What’s the current thinking on the best compute platforms for gateways deployable in the real world? These would ideally be able to run some additional custom services and management/telemetry in addition to a packet forwarder.

Lots of experiments are built around Raspberry Pi’s, but the dependence there on SD cards really calls reliability into question, as there can be failures not only at file system level, but at the hidden NAND translation level, or in multi-level cells which are now small enough to need refresh just from being read too often. Various mitigations exist, like cards modified to store only one bit per potentially multi-level cell, or on the compute module slightly better eMMC. But generally these just do not seem intended for deployable applications - the pi foundation unfortunately considers there to be no justification for creating a driver to let the super-secret GPU boot a kernel and initrd from an SPI NOR flash, even though the silicon is capable of it.

In the extreme other direction, the TTN Gateway seems to be using a PIC32 running out of internal flash. This is potentially a lot more solid - yet more limiting and harder to add additional services to - the ability to just SSH into a pi-like box and recompile the packet forwarder right there is definitely nice in development.

Slightly up from that, traditional OpenWRT router platforms typical boot Linux from a NOR flash and decompress a system image to a ram disk to run from. This is potentially quite solid (almost completely safe against unexpected power loss) while leaving a little more room for additional services and doing firmware updates between A/B images if the NOR is big enough.

Most of the Allwinner ARM CPUs found on various pi-competitor boards can boot from an SPI NOR; after this past weekend I have an H3-based OrangePi PC+ loading U-Boot off a grafted-on 16 MB SPI flash, then starting up a system image on eMMC including working gateway software trivially ported from the pi version. In theory, there’s enough room in the SPI flash for an initrd capable of downloading a new system image to repair the eMMC or even relocating the system to an SD card or USB stick shipped in the gateway as a spare storage volume - essentially giving a PI-3 like board without the SD card dependence of the PI line.

It looks like the TI Sitara parts in the Beagle Bone and Octavio Systems SOM (aka Pocket Beagle) should also be able to SPI boot, with perhaps better ongoing support from the silicon vendor, albeit at a price premium over Allwinner which starts to seem less significant by the time the whole box comes together. Still waiting on a BBB to arrive to test this - in the Allwinner case, getting a 2nd SPI chip select working to de-conflict the boot flash from the SX1301 took longer than getting the actual SPI boot itself to work. Comparing the thermal situation is also on the agenda.
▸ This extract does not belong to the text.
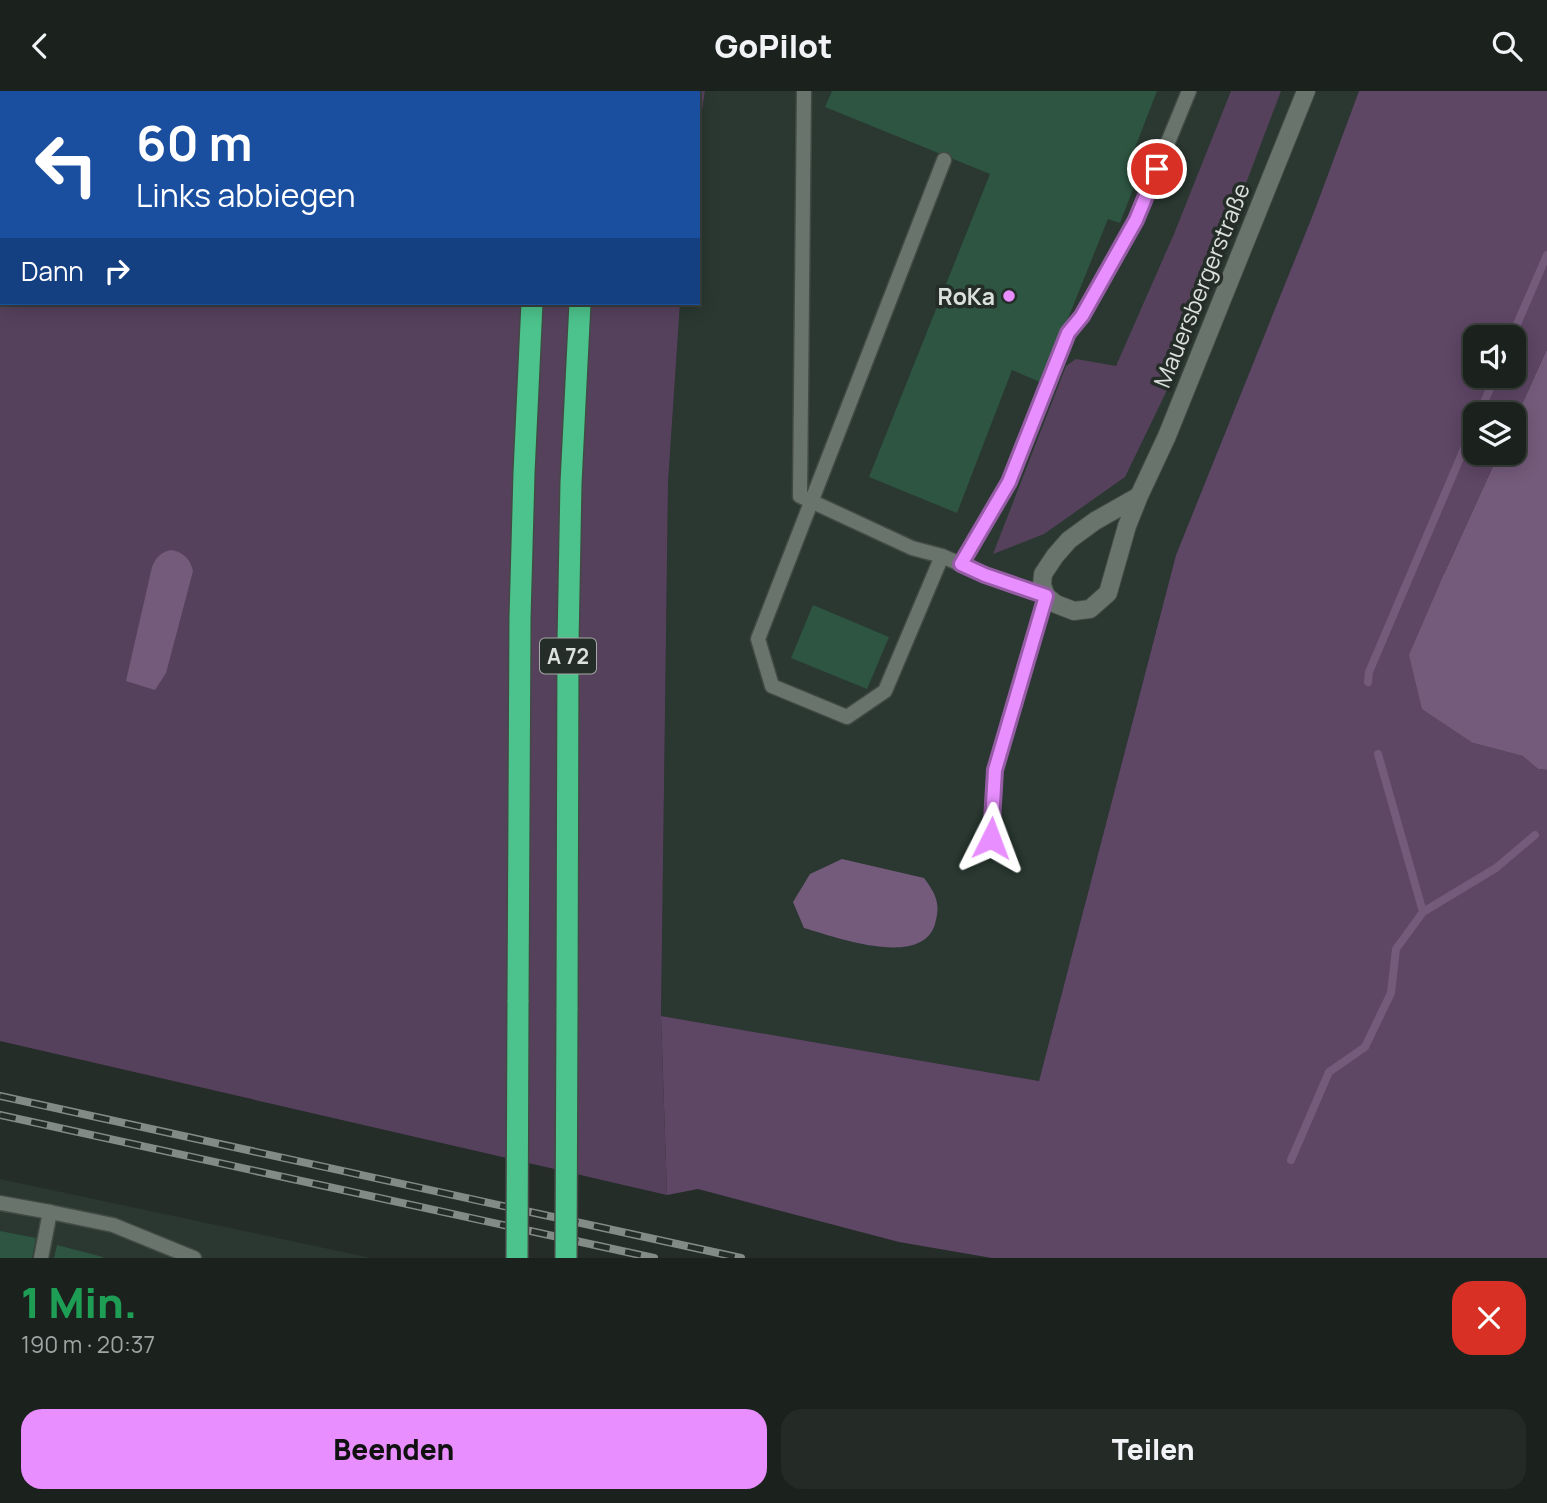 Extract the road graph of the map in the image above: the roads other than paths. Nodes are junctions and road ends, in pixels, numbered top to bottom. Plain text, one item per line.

Finally there are PC-derived router chassis, for example the PC Engines boxes. While by default they depend on a consumer-grade micro-SATA SSD or SD card, they allegedly run an open-source Coreboot BIOS out of an SPI NOR, which it would seem could potentially be modified to enable booting a rescue kernel and initrd off a larger (or secondary) SPI NOR, much as with the ARM boards. However they do look to consume 2-3x as much power - put something in a sealed box in the field, and heat becomes an issue.

The MultiTech conduit SPI based cards are available for well over a year. No more USB required.